EXERCISE: A faithful copy of the entries is needed, one that leaves out the pictures.
============
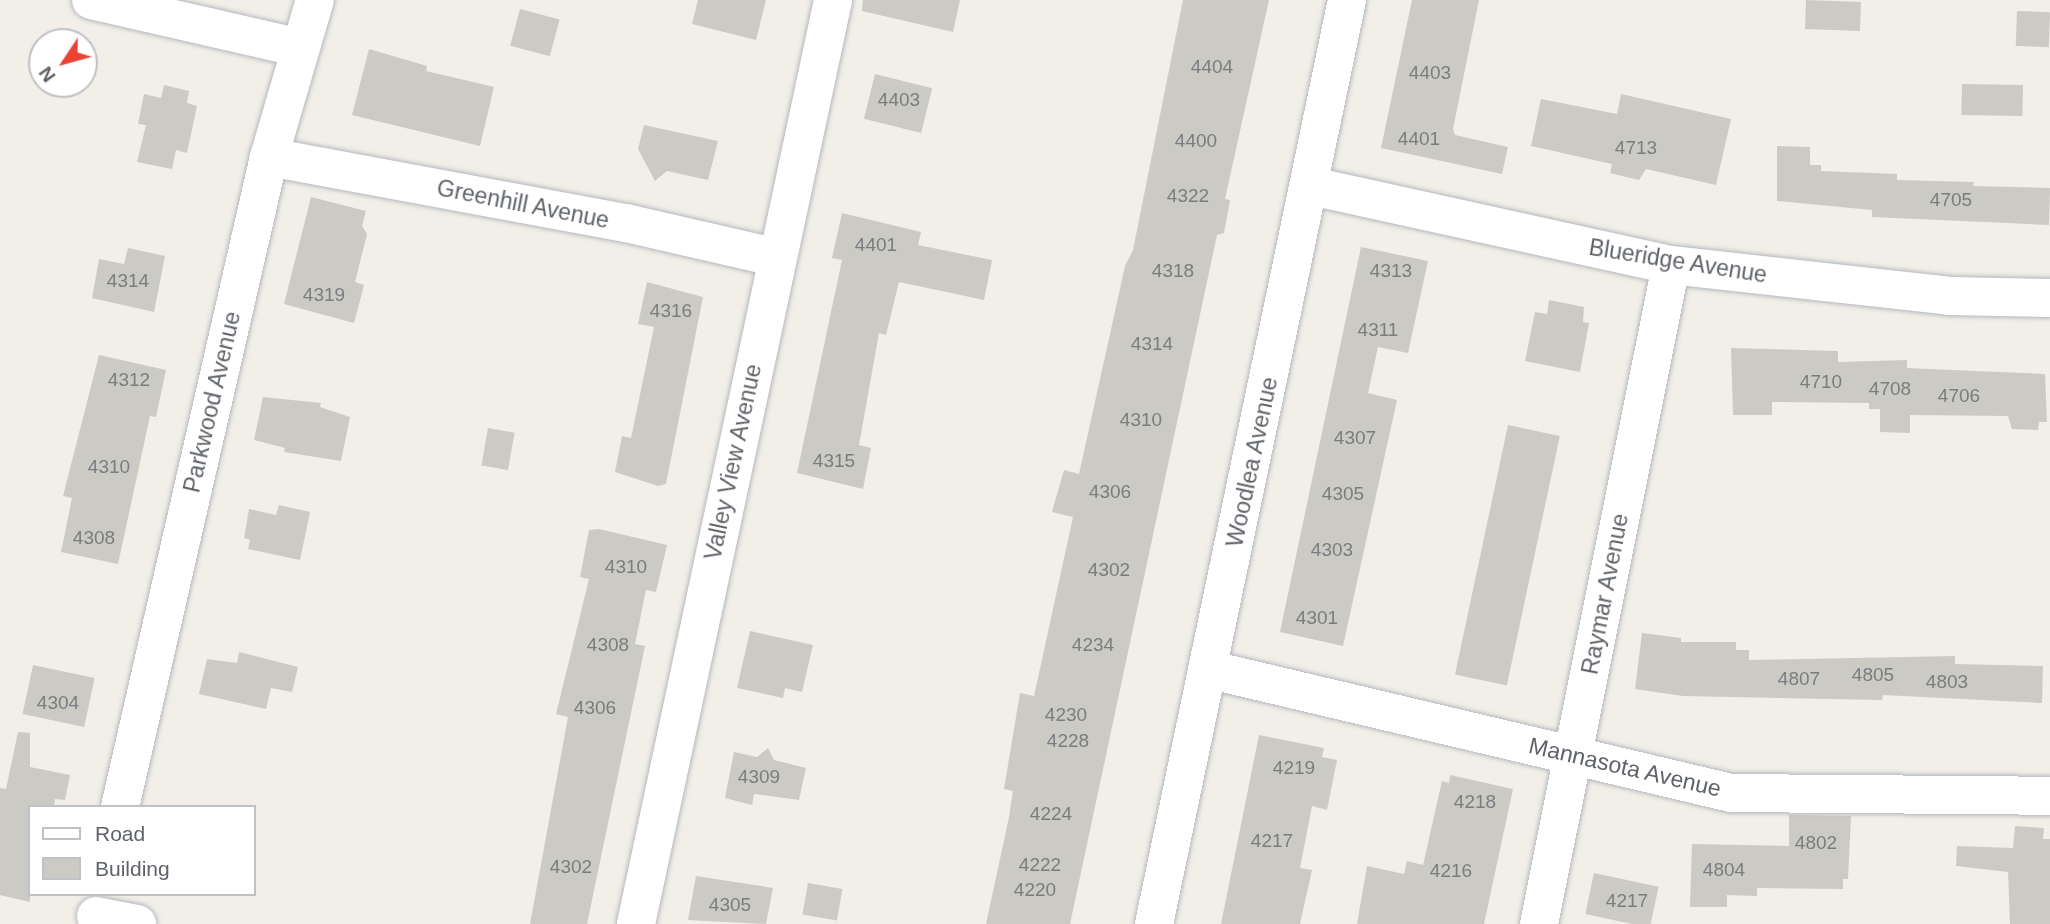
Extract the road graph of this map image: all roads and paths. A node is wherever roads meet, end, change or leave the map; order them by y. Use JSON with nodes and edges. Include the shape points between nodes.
{"nodes":[{"id":1,"x":91,"y":0,"type":"edge"},
{"id":2,"x":315,"y":0,"type":"edge"},
{"id":3,"x":833,"y":0,"type":"edge"},
{"id":4,"x":1347,"y":0,"type":"edge"},
{"id":5,"x":301,"y":48,"type":"junction"},
{"id":6,"x":269,"y":157,"type":"junction"},
{"id":7,"x":1311,"y":186,"type":"junction"},
{"id":8,"x":775,"y":257,"type":"junction"},
{"id":9,"x":1671,"y":265,"type":"junction"},
{"id":10,"x":2050,"y":298,"type":"edge"},
{"id":11,"x":1207,"y":669,"type":"junction"},
{"id":12,"x":1572,"y":754,"type":"junction"},
{"id":13,"x":2050,"y":796,"type":"edge"},
{"id":14,"x":120,"y":805,"type":"edge"},
{"id":15,"x":97,"y":911,"type":"edge"},
{"id":16,"x":137,"y":924,"type":"edge"},
{"id":17,"x":636,"y":924,"type":"edge"},
{"id":18,"x":1154,"y":924,"type":"edge"},
{"id":19,"x":1539,"y":924,"type":"edge"}],
"edges":[{"from":1,"to":5,"type":"street"},
{"from":2,"to":5,"type":"street","name":"Parkwood Avenue"},
{"from":3,"to":8,"type":"street","name":"Valley View Avenue"},
{"from":4,"to":7,"type":"street","name":"Woodlea Avenue"},
{"from":5,"to":6,"type":"street","name":"Parkwood Avenue"},
{"from":6,"to":8,"type":"street","name":"Greenhill Avenue","via":[[625,223]]},
{"from":6,"to":14,"type":"street","name":"Parkwood Avenue"},
{"from":7,"to":9,"type":"street","name":"Blueridge Avenue"},
{"from":7,"to":11,"type":"street","name":"Woodlea Avenue"},
{"from":8,"to":17,"type":"street","name":"Valley View Avenue"},
{"from":9,"to":10,"type":"street","name":"Blueridge Avenue","via":[[1950,296]]},
{"from":9,"to":12,"type":"street","name":"Raymar Avenue"},
{"from":11,"to":12,"type":"street","name":"Mannasota Avenue"},
{"from":11,"to":18,"type":"street","name":"Woodlea Avenue"},
{"from":12,"to":13,"type":"street","name":"Mannasota Avenue","via":[[1731,793]]},
{"from":12,"to":19,"type":"street","name":"Raymar Avenue"},
{"from":15,"to":16,"type":"street"}]}
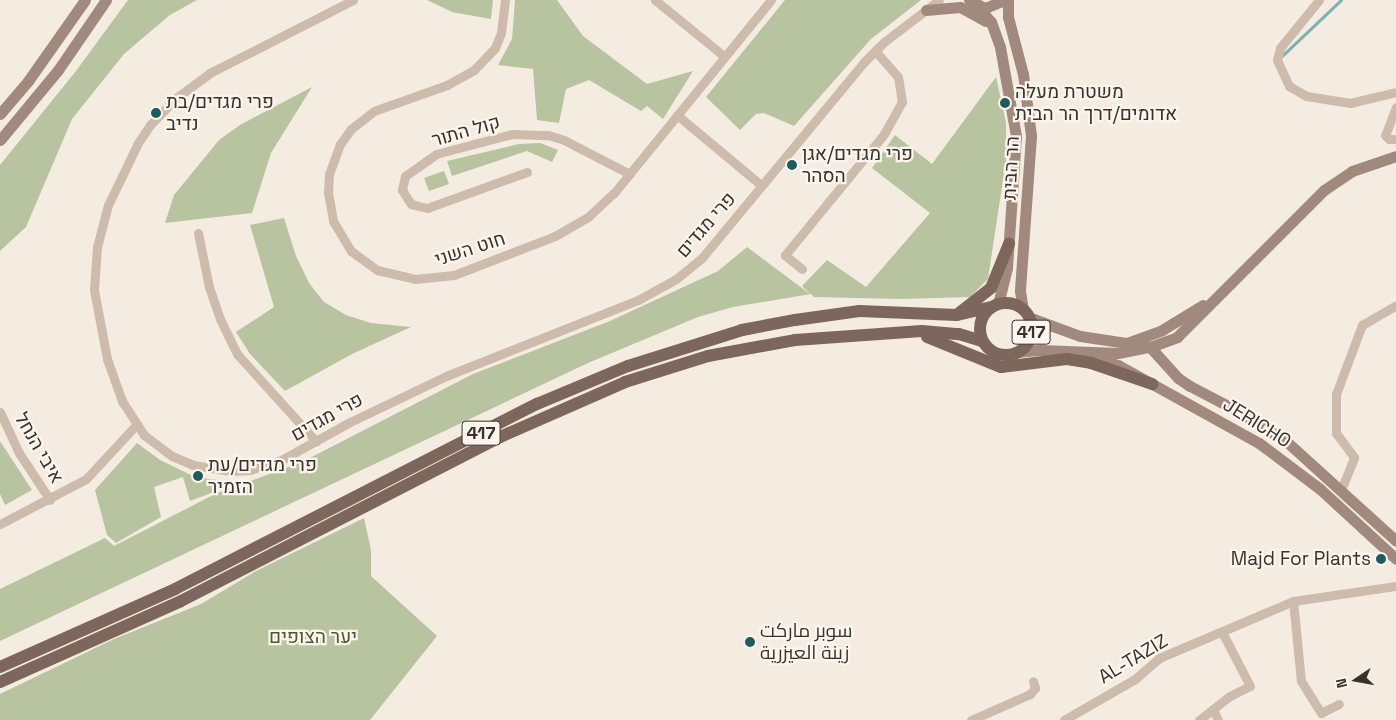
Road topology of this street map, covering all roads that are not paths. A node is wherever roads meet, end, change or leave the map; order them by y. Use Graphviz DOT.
============
EXPECTED OUTPUT:
Extract the road graph of this map image: all roads and paths. A node is wherever roads meet, end, change or leave the map; order them by y. Use JSON with nodes and edges. Include the shape points between nodes.
{"nodes":[{"id":1,"x":91,"y":0,"type":"edge"},
{"id":2,"x":315,"y":0,"type":"edge"},
{"id":3,"x":833,"y":0,"type":"edge"},
{"id":4,"x":1347,"y":0,"type":"edge"},
{"id":5,"x":301,"y":48,"type":"junction"},
{"id":6,"x":269,"y":157,"type":"junction"},
{"id":7,"x":1311,"y":186,"type":"junction"},
{"id":8,"x":775,"y":257,"type":"junction"},
{"id":9,"x":1671,"y":265,"type":"junction"},
{"id":10,"x":2050,"y":298,"type":"edge"},
{"id":11,"x":1207,"y":669,"type":"junction"},
{"id":12,"x":1572,"y":754,"type":"junction"},
{"id":13,"x":2050,"y":796,"type":"edge"},
{"id":14,"x":120,"y":805,"type":"edge"},
{"id":15,"x":97,"y":911,"type":"edge"},
{"id":16,"x":137,"y":924,"type":"edge"},
{"id":17,"x":636,"y":924,"type":"edge"},
{"id":18,"x":1154,"y":924,"type":"edge"},
{"id":19,"x":1539,"y":924,"type":"edge"}],
"edges":[{"from":1,"to":5,"type":"street"},
{"from":2,"to":5,"type":"street","name":"Parkwood Avenue"},
{"from":3,"to":8,"type":"street","name":"Valley View Avenue"},
{"from":4,"to":7,"type":"street","name":"Woodlea Avenue"},
{"from":5,"to":6,"type":"street","name":"Parkwood Avenue"},
{"from":6,"to":8,"type":"street","name":"Greenhill Avenue","via":[[625,223]]},
{"from":6,"to":14,"type":"street","name":"Parkwood Avenue"},
{"from":7,"to":9,"type":"street","name":"Blueridge Avenue"},
{"from":7,"to":11,"type":"street","name":"Woodlea Avenue"},
{"from":8,"to":17,"type":"street","name":"Valley View Avenue"},
{"from":9,"to":10,"type":"street","name":"Blueridge Avenue","via":[[1950,296]]},
{"from":9,"to":12,"type":"street","name":"Raymar Avenue"},
{"from":11,"to":12,"type":"street","name":"Mannasota Avenue"},
{"from":11,"to":18,"type":"street","name":"Woodlea Avenue"},
{"from":12,"to":13,"type":"street","name":"Mannasota Avenue","via":[[1731,793]]},
{"from":12,"to":19,"type":"street","name":"Raymar Avenue"},
{"from":15,"to":16,"type":"street"}]}
Road topology of this street map, covering all roads that are not paths. A node is wherever roads meet, end, change or leave the map; order them by y. Use Graphviz DOT.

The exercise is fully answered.